En la Iglesia, los cimientos no se pueden corroer, porque son eternos, pero sí se pueden abandonar y eso es lo que también estamos viendo: infinidad de eclesiásticos que nos invitan a adoptar la amoralidad moderna para ser por fin del mundo, a “acompañar” los pecados más horribles, a creer que la fe católica y las religiones humanas en realidad son lo mismo, a ser “inclusivos” y “respetar” lo que no es digno de respeto, a pretender que la ecología es la nueva virtud suprema o a abandonar la ley de Dios en nombre de una “pastoral” que solo puede ser la del lobo vestido de oveja.

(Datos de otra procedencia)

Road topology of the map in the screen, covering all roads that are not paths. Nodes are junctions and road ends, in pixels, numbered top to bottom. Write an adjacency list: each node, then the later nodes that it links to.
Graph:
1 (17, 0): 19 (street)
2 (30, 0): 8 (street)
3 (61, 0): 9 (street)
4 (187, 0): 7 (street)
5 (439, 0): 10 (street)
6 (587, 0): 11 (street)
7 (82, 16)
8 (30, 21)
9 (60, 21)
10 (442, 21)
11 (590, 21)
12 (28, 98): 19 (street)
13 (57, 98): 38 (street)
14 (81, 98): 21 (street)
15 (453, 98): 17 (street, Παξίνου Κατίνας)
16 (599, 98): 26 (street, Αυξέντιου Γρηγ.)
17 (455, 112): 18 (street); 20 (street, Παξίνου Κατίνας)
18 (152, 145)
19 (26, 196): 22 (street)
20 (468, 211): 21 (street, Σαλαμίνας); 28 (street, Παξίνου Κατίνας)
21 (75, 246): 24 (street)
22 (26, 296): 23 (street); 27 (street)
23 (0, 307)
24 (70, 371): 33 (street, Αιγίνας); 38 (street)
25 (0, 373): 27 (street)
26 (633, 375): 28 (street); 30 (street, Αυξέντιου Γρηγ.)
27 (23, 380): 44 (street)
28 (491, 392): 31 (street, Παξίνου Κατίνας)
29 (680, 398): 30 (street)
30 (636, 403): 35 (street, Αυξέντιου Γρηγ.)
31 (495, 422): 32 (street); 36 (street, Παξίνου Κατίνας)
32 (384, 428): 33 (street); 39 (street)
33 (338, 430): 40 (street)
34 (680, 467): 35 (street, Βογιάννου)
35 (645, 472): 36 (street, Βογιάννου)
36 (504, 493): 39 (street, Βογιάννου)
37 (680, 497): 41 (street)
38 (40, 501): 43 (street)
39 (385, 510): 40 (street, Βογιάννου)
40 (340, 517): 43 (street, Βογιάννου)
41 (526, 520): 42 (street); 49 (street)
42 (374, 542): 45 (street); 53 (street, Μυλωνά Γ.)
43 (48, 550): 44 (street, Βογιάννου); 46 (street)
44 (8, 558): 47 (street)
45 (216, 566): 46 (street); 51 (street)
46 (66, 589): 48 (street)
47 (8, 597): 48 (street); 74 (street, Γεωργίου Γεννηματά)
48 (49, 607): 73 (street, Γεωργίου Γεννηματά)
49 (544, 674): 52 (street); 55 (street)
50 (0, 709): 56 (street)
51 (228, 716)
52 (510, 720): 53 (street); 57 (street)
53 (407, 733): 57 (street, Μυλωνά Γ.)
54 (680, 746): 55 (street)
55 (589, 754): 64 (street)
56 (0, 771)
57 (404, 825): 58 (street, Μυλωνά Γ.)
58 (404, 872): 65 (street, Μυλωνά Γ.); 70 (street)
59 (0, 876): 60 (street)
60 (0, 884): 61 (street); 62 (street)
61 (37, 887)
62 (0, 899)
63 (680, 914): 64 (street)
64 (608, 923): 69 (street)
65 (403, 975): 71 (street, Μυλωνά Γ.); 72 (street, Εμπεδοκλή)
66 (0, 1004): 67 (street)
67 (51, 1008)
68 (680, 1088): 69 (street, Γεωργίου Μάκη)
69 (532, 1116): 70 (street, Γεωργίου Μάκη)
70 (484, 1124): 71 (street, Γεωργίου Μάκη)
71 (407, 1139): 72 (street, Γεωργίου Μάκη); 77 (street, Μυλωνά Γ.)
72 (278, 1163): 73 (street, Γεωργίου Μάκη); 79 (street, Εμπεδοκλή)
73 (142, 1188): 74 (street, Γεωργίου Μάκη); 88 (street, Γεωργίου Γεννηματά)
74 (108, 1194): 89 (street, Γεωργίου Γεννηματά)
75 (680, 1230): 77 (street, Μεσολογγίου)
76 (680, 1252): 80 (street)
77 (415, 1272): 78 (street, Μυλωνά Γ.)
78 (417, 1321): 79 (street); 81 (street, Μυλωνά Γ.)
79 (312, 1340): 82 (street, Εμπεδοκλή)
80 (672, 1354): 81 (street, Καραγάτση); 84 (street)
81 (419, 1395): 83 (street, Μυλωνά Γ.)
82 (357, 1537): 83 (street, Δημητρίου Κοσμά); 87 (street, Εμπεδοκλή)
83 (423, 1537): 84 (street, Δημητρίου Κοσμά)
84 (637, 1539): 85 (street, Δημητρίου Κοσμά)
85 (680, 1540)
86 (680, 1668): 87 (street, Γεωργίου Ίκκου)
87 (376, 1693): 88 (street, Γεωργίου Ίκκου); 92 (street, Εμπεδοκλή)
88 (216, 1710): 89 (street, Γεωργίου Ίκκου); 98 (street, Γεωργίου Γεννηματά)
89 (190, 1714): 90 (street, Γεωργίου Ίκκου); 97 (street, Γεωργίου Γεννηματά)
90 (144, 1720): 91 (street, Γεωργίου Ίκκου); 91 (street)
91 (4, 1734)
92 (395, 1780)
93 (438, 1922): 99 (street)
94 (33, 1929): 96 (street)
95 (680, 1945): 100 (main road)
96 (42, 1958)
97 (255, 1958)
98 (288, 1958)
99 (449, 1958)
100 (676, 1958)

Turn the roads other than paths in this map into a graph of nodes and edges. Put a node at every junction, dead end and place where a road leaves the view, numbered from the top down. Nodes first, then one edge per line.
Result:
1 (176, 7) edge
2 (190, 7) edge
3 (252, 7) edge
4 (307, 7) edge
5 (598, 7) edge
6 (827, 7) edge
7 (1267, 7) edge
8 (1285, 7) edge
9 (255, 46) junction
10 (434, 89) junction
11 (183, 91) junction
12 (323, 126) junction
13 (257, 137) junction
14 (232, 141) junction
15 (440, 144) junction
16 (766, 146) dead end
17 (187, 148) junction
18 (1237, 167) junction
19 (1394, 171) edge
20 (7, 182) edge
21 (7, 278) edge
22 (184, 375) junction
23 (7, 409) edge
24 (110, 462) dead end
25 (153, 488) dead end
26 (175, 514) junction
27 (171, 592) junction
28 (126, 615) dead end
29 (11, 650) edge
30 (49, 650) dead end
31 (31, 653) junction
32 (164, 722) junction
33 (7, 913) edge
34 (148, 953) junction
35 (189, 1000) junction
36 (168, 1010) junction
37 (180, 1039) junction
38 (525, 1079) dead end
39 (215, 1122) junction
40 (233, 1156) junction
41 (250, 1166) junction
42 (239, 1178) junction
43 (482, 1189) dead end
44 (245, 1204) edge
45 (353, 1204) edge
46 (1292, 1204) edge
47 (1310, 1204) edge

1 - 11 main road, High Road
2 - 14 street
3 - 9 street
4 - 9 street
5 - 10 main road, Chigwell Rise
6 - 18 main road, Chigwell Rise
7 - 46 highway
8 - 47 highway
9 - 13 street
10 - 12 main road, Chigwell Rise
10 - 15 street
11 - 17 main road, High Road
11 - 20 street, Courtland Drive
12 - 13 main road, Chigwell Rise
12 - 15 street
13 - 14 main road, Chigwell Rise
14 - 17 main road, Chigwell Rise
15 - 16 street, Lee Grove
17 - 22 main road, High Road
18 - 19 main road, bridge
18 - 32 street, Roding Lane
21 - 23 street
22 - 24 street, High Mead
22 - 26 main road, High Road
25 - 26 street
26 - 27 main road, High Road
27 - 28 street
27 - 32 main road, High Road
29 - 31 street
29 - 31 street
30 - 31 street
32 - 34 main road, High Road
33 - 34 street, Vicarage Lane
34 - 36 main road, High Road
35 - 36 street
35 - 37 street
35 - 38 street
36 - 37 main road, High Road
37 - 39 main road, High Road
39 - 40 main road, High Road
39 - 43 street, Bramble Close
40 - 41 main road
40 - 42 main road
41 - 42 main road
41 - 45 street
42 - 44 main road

Desgraciadamente y a pesar de todas las afirmaciones de tolerancia e inclusividad, los que toman ese camino no se limitan a repetir lo que aquellos judíos dijeron al Señor, burlándose de Él: “médico, cúrate a ti mismo". Inevitablemente, terminan por decir: “médico, no nos cures". O incluso: “médico, tú eres la verdadera enfermedad y con quien hay que acabar es contigo". Si seguimos por la misma senda, crecerá en el mundo el odio por los cristianos y crecerá en el seno de la Iglesia el odio por los que aún conserven la fe y rechacen los sucedáneos. Y, como predijo el Señor, los que os maten creerán estar dando culto a Dios. O a la tolerancia, la democracia o la Pacha Mama.